_Exercise instructions_
Only a number is wanted here: the count of lines in the entries below that include the word "Left".

Available data: Begin

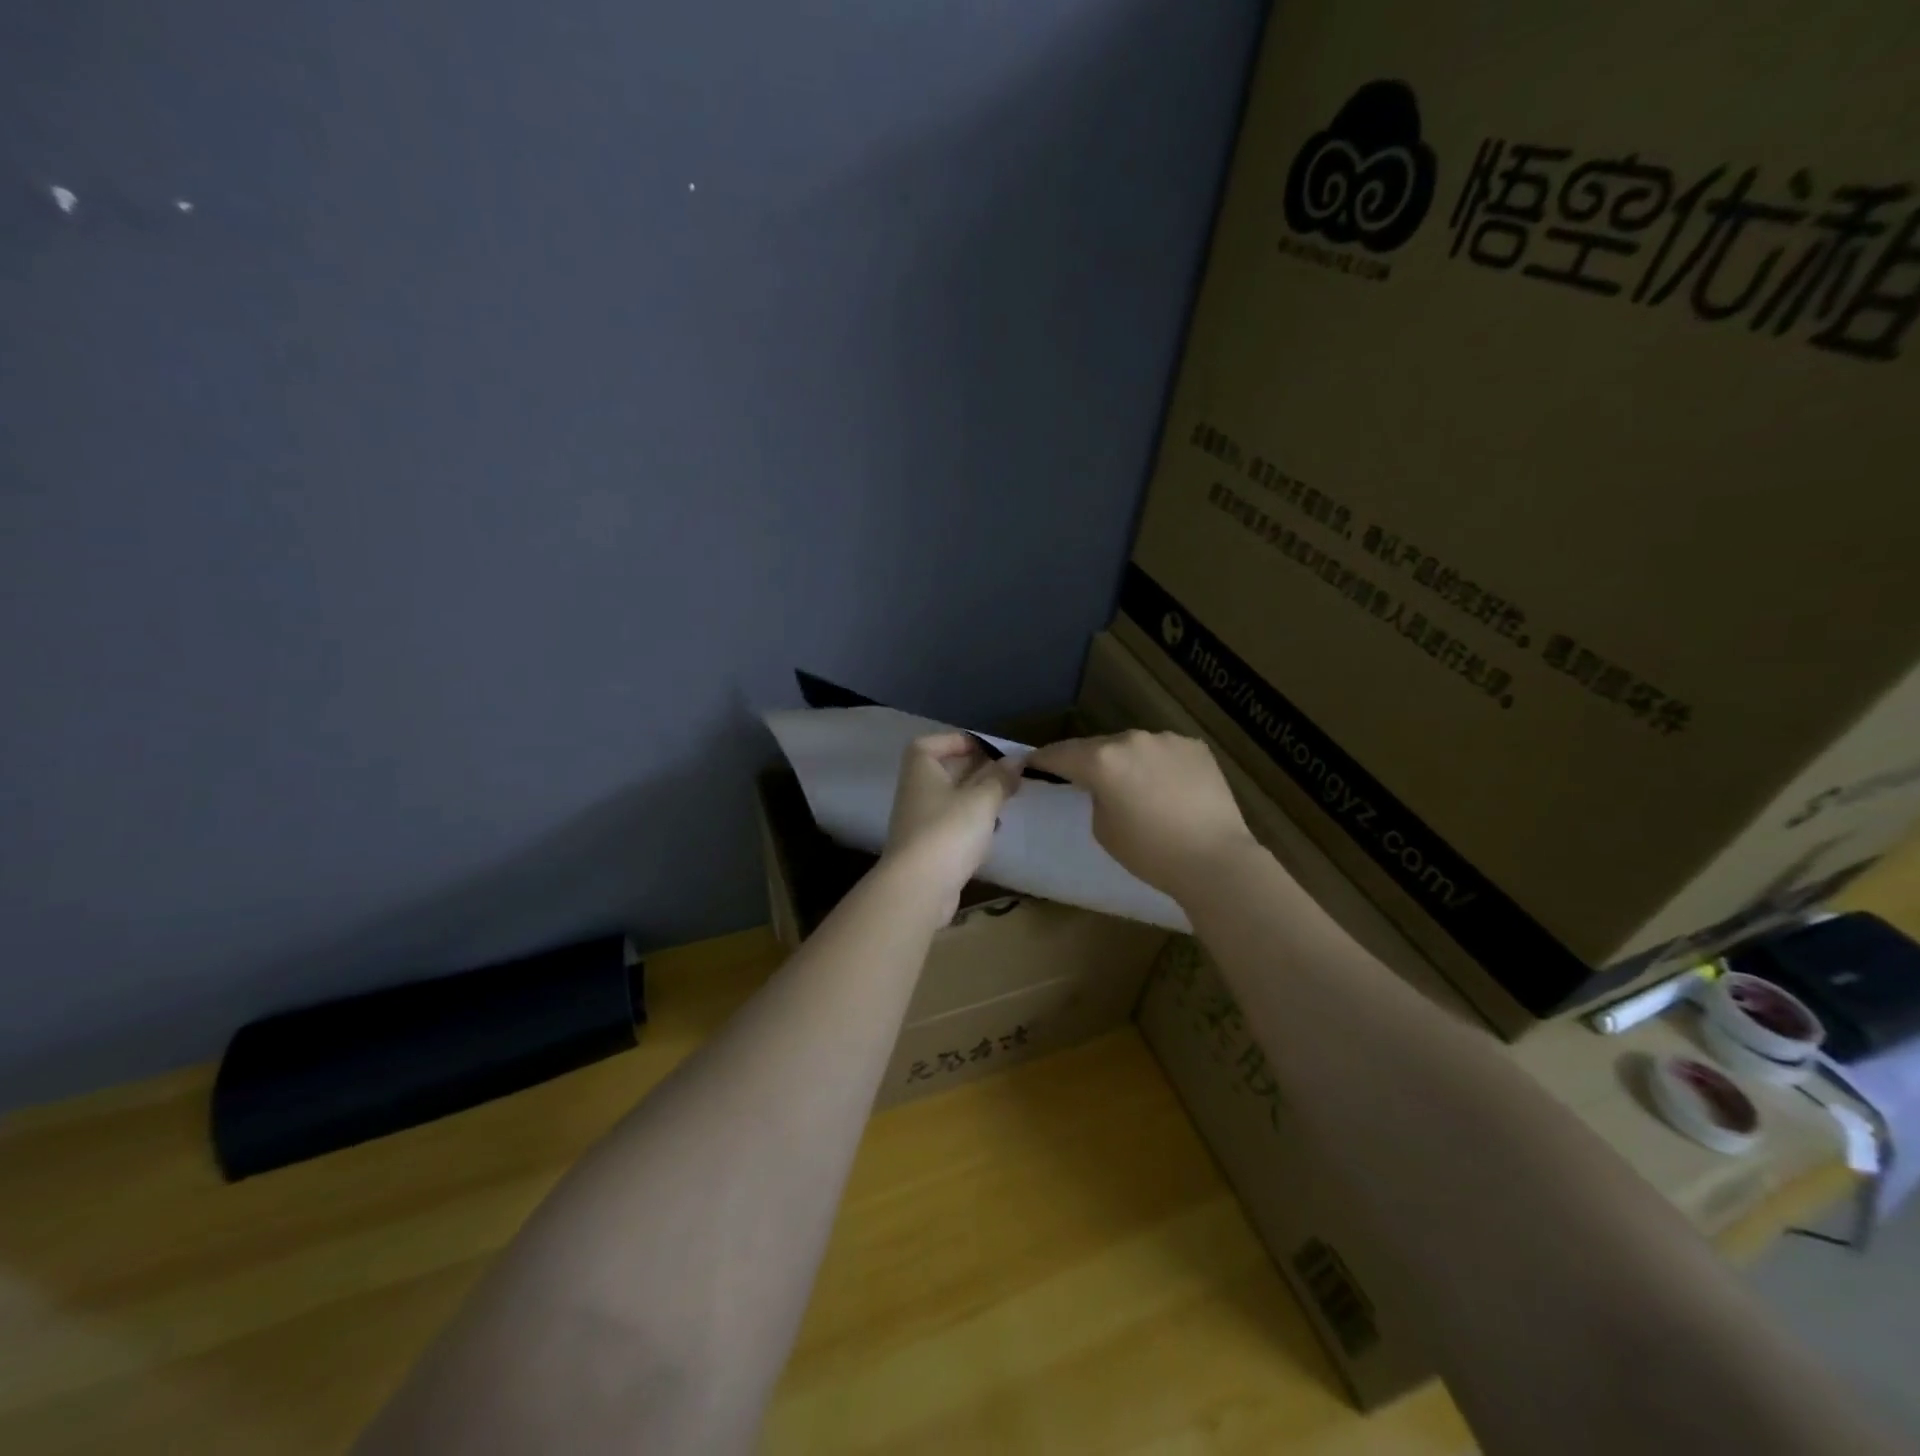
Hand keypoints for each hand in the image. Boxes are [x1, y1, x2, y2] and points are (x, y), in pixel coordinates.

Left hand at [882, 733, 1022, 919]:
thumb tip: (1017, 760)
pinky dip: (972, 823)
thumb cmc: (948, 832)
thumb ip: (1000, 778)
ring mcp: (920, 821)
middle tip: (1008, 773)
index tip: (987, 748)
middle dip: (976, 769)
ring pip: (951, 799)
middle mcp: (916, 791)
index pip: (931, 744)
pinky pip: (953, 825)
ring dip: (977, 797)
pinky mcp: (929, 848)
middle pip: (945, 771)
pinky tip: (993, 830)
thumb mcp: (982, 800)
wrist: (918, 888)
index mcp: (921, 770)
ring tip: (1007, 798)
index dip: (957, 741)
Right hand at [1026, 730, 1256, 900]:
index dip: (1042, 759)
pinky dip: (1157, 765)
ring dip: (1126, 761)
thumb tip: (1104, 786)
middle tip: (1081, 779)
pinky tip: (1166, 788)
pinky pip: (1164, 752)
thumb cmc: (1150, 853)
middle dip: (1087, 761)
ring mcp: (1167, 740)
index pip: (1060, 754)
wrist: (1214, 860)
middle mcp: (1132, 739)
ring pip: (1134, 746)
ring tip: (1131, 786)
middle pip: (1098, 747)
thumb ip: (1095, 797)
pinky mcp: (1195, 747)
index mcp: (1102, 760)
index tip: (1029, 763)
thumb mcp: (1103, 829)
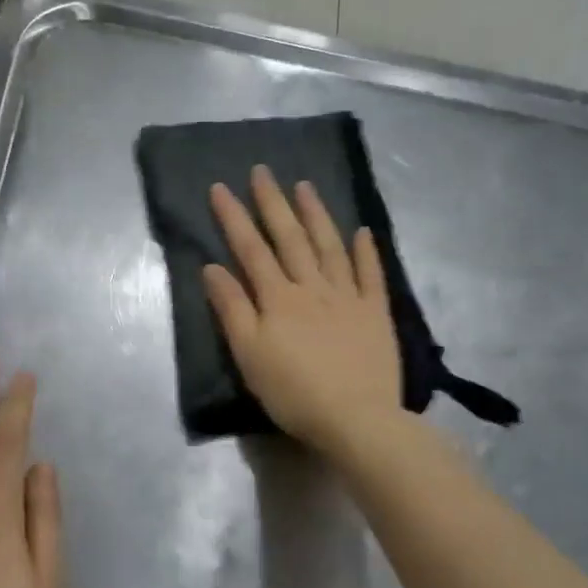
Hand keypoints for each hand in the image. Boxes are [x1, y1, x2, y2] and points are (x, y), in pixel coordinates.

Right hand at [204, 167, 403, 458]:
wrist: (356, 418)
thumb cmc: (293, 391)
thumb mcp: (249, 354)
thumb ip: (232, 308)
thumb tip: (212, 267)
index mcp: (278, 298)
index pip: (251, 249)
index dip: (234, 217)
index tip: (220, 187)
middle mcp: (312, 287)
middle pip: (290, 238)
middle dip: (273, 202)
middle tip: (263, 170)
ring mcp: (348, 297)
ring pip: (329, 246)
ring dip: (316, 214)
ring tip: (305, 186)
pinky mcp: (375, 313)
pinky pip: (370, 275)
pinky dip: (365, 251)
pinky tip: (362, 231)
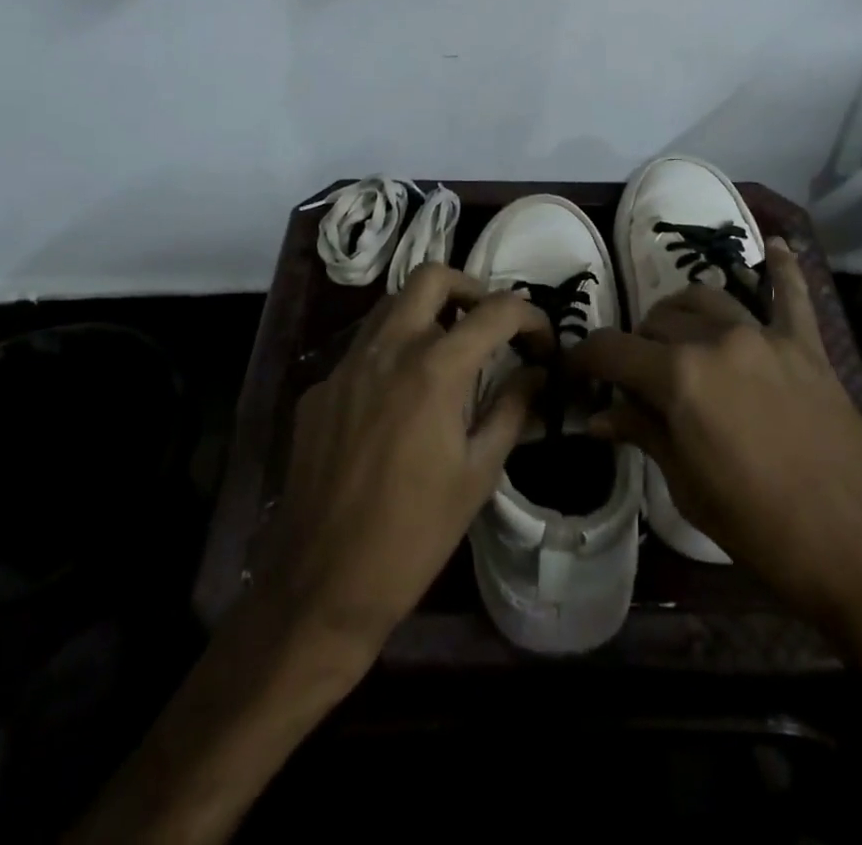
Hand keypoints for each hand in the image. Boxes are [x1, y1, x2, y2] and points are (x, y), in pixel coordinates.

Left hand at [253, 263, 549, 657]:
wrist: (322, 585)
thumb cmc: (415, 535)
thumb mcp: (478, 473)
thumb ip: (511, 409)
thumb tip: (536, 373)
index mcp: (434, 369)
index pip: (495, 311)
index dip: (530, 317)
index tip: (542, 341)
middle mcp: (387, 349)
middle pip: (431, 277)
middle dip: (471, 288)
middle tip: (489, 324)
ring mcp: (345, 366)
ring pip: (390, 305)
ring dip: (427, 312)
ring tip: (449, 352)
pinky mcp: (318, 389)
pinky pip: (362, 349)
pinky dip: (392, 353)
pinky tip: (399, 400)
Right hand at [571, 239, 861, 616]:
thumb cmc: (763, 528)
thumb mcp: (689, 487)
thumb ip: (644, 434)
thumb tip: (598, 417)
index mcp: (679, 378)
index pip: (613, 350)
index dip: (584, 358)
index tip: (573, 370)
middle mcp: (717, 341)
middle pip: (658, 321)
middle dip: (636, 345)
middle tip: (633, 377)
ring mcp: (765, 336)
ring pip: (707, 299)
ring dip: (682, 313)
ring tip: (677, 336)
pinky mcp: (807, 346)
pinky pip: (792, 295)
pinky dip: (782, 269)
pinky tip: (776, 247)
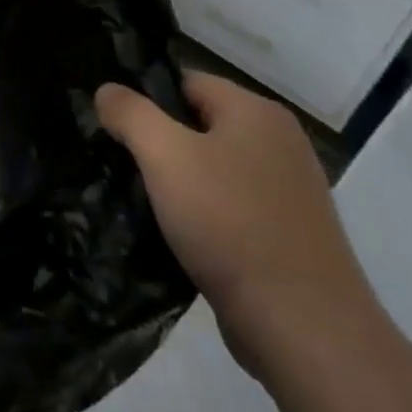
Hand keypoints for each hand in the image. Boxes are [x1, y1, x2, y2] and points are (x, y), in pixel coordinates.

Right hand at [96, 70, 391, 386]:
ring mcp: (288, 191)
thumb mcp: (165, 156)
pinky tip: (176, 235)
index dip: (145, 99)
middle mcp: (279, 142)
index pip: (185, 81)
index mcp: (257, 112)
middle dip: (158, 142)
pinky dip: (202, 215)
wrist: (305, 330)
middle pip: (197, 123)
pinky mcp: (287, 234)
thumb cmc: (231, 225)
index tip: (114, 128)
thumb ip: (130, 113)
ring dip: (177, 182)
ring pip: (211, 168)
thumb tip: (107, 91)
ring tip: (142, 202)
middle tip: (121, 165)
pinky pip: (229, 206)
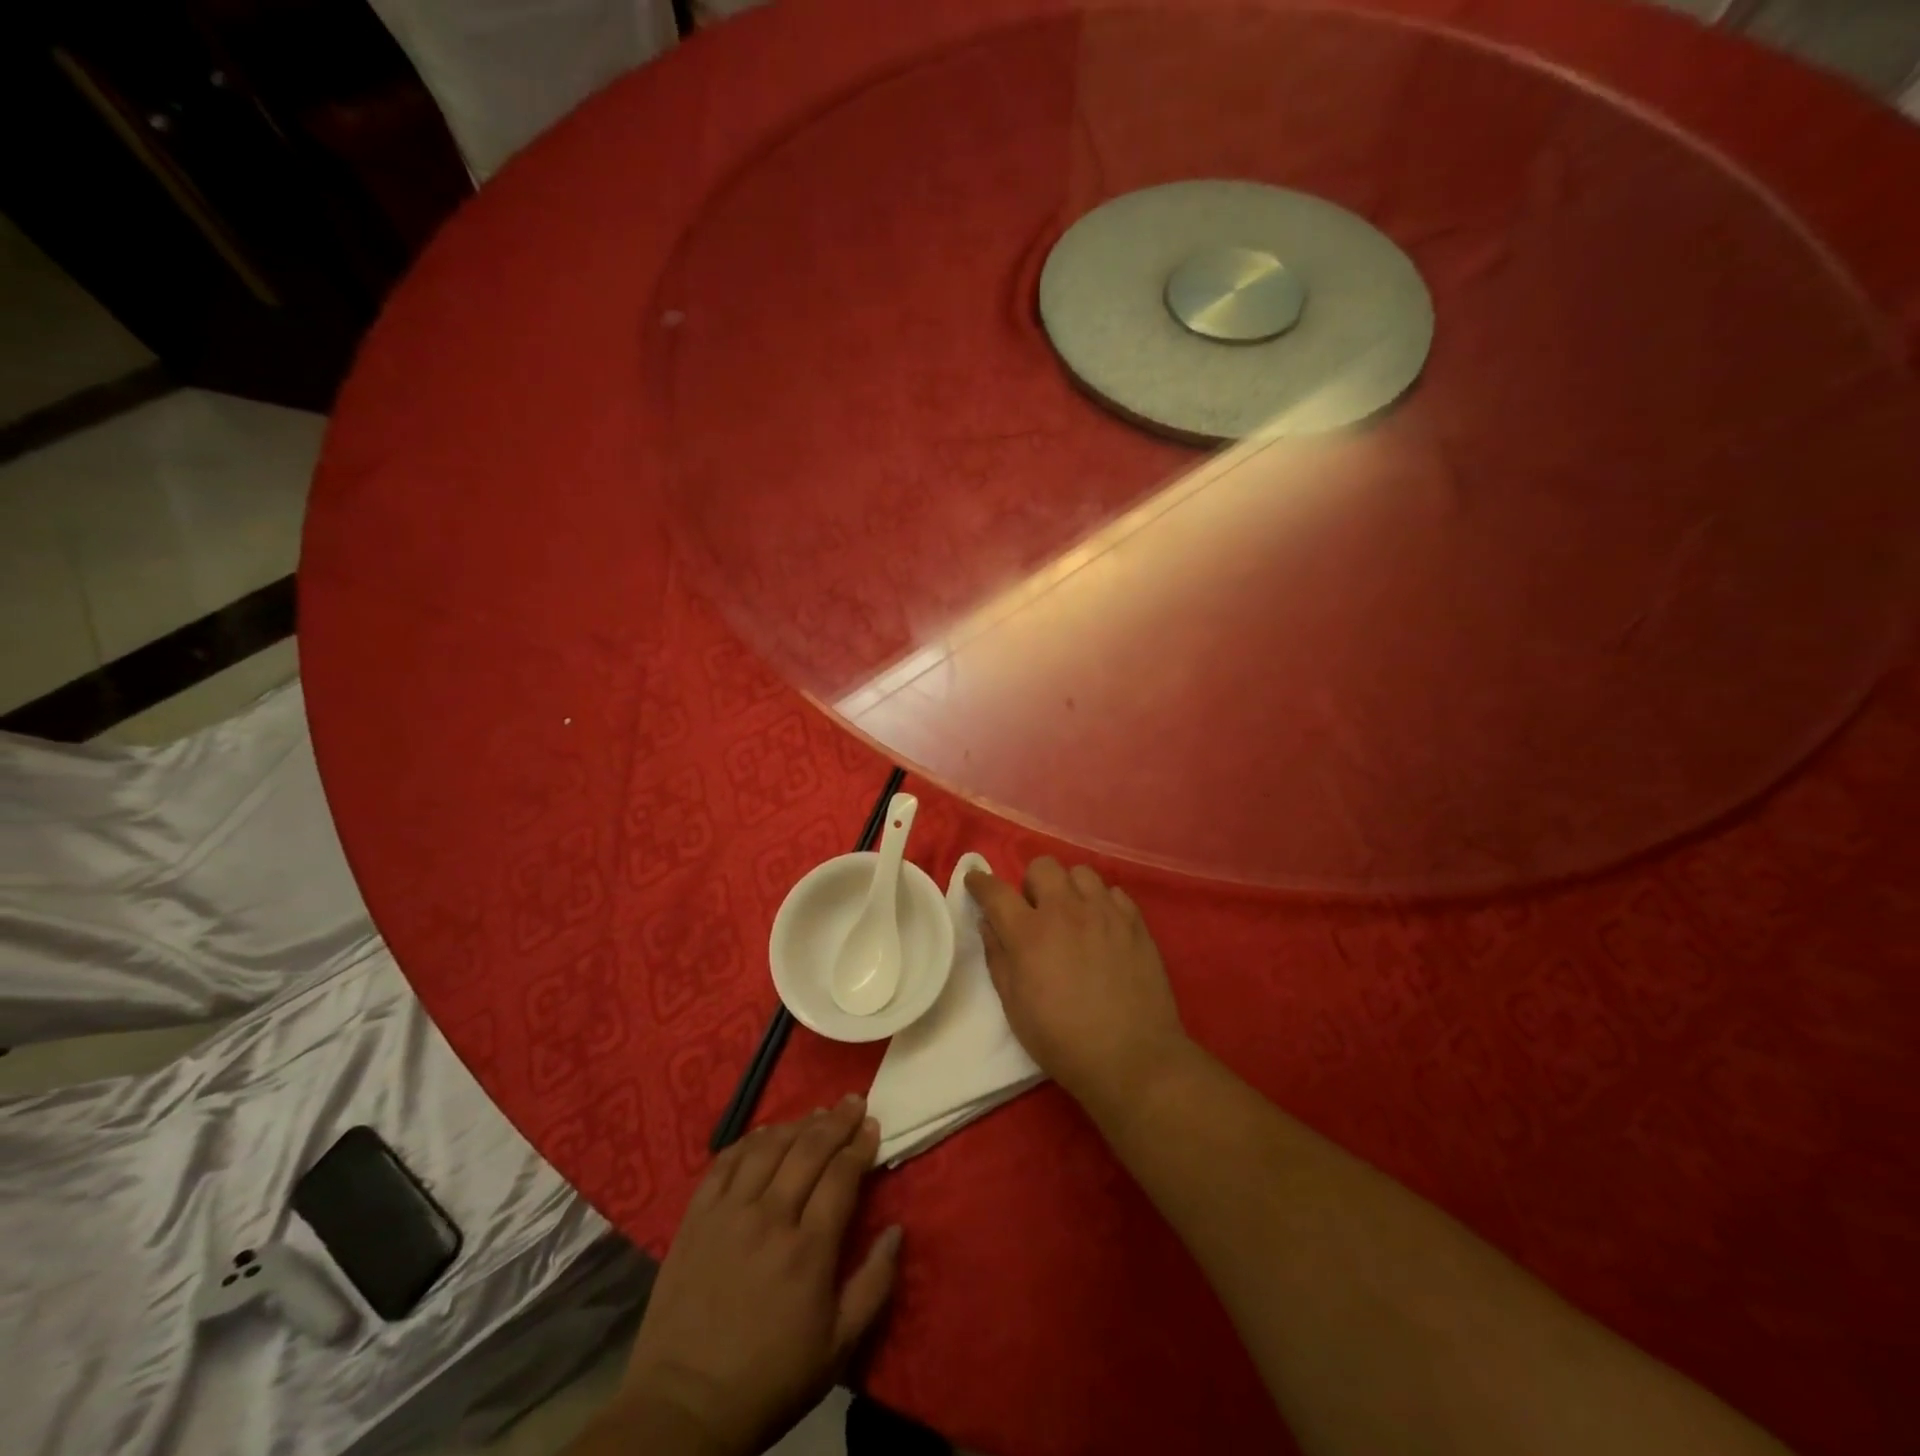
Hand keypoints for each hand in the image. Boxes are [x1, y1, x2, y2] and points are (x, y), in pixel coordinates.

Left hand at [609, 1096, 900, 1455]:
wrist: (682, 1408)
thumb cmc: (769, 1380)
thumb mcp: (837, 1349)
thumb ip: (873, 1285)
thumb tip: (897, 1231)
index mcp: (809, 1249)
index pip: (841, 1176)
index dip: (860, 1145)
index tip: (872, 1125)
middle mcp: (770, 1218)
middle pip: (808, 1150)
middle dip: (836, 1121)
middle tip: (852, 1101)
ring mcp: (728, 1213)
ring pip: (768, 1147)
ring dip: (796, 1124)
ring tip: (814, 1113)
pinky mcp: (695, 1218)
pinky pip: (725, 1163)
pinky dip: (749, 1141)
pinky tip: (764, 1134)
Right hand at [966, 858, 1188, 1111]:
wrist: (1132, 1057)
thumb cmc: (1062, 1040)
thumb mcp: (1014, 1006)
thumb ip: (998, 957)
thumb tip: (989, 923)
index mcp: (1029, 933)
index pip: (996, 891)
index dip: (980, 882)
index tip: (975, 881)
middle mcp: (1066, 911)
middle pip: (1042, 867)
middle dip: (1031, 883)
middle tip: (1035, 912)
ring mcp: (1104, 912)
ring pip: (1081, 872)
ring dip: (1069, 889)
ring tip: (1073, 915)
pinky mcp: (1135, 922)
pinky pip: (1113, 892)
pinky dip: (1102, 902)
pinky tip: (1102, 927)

Available data: End

_Your response_
3